**RECORDS TO USE**
....

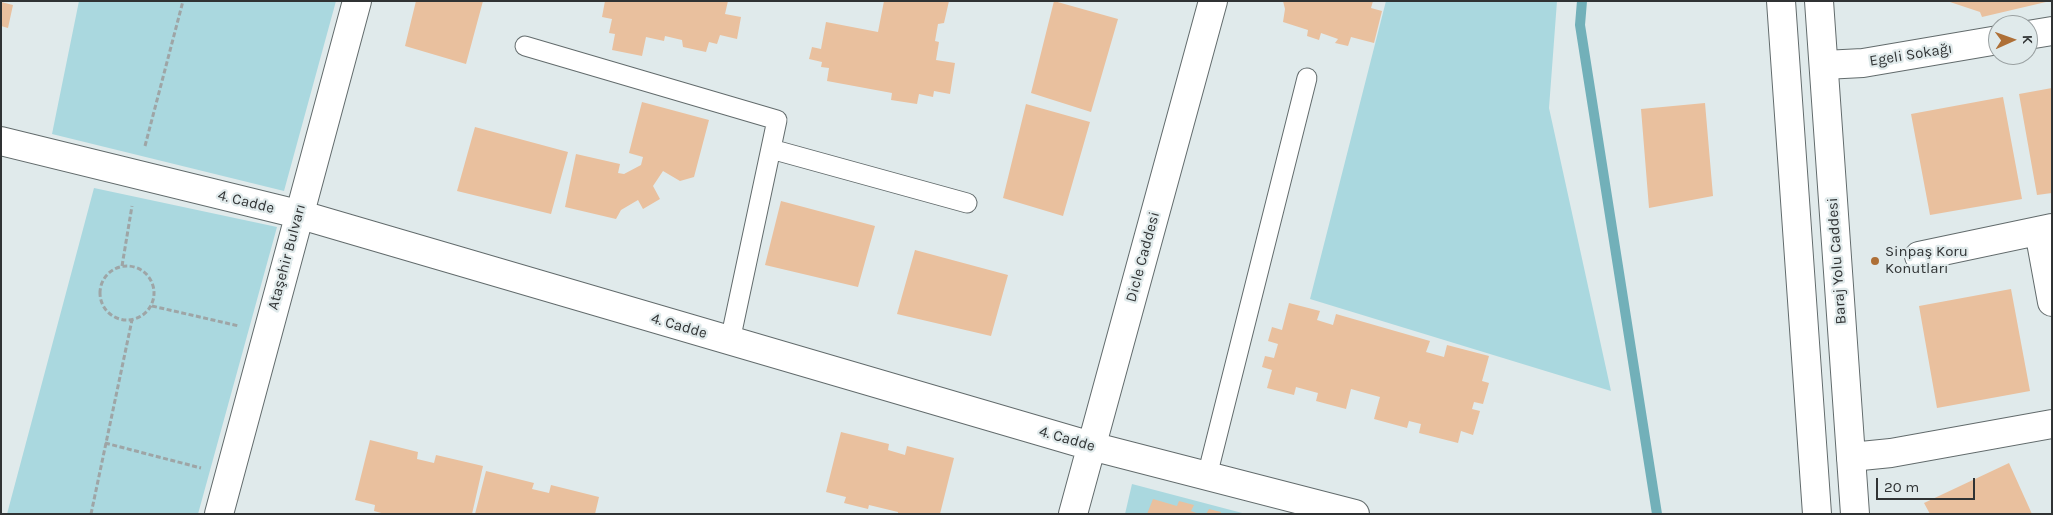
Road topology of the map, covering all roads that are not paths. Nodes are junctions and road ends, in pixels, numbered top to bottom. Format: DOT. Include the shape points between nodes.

....

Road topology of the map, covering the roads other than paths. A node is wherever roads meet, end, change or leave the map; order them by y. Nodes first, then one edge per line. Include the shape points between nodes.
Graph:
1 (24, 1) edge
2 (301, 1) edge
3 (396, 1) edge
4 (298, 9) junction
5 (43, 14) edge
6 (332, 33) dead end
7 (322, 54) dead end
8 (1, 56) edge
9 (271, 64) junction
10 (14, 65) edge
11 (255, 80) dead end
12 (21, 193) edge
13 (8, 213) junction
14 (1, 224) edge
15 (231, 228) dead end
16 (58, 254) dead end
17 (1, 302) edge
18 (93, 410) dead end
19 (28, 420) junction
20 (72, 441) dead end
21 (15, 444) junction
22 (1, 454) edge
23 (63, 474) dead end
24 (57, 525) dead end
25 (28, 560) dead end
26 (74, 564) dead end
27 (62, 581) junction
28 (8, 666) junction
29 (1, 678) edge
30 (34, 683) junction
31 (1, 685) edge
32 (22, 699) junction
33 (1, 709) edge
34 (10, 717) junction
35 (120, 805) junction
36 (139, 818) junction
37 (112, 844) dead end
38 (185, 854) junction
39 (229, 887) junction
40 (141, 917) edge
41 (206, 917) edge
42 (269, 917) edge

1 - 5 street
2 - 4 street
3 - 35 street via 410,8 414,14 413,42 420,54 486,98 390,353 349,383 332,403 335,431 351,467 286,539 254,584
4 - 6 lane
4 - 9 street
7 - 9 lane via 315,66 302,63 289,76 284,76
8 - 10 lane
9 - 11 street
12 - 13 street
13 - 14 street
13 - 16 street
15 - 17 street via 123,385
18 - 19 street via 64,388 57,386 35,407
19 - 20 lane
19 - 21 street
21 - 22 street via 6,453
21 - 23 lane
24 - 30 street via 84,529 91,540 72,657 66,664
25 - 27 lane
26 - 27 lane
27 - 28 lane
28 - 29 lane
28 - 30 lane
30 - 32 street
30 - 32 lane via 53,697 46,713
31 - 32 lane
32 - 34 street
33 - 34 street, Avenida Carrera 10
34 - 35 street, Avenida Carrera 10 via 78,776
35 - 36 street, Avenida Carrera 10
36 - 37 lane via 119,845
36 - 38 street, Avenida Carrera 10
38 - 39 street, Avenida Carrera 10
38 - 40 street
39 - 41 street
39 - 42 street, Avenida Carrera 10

....

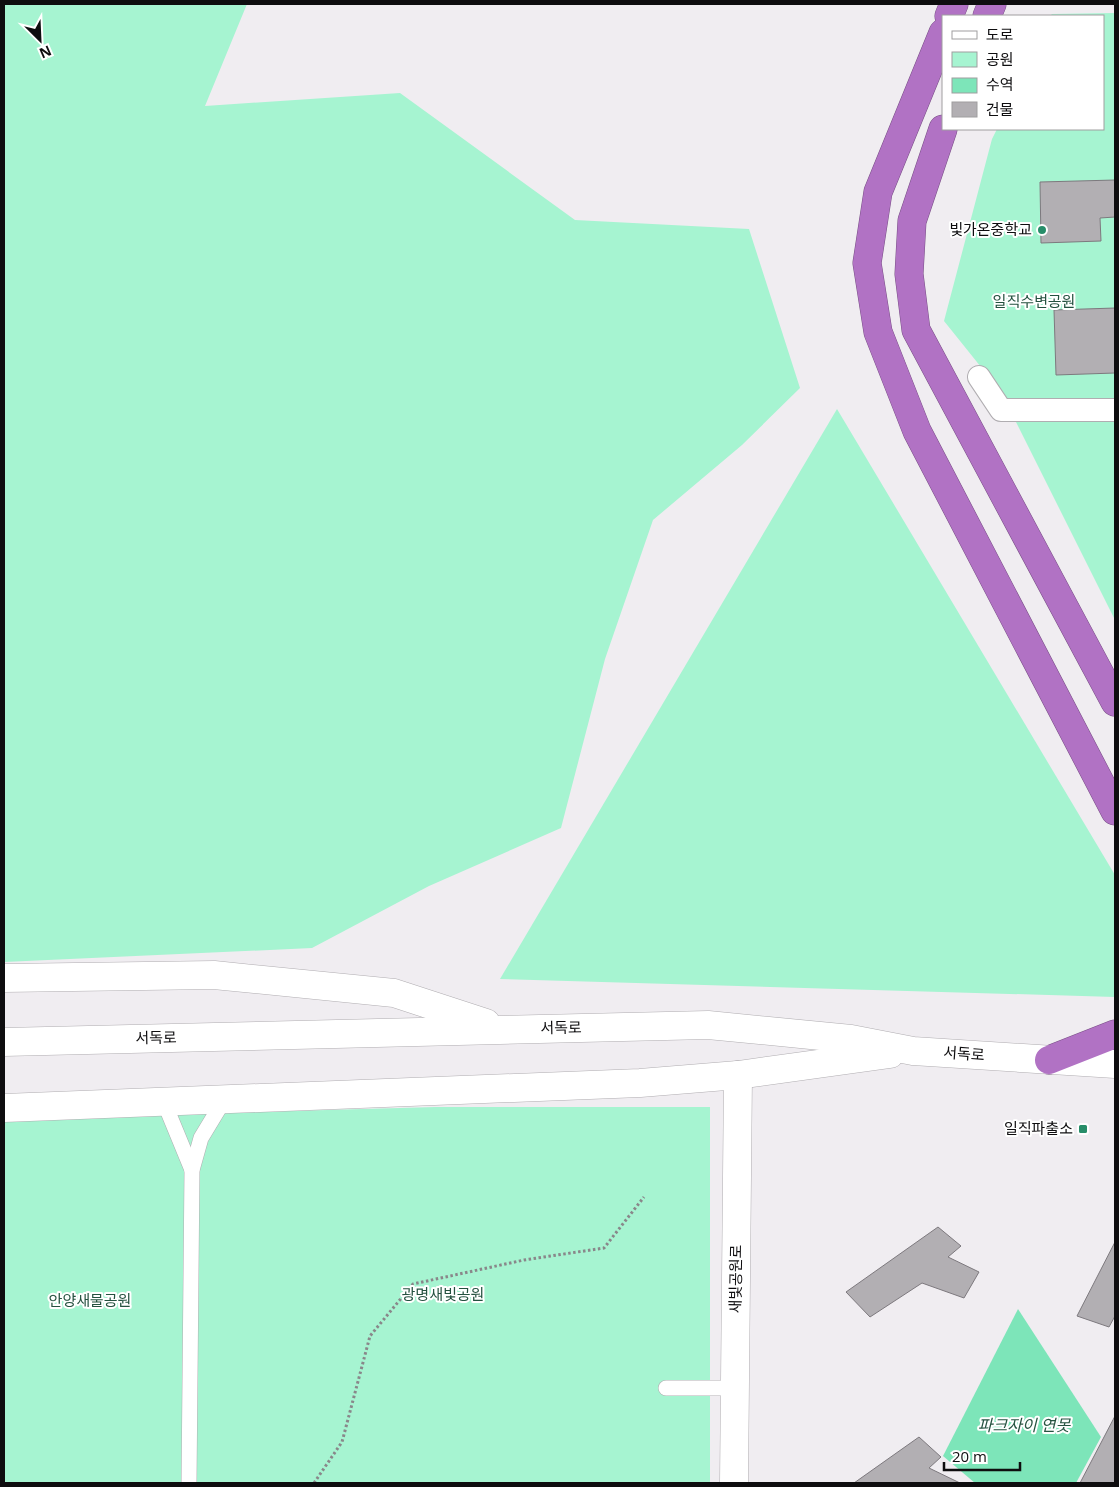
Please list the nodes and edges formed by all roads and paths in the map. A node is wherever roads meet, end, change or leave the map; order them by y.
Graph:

....

**WHAT TO DO**
The answer should be a bare number: the count of lines above in which the word "them" occurs.

**ANSWER BOX**
2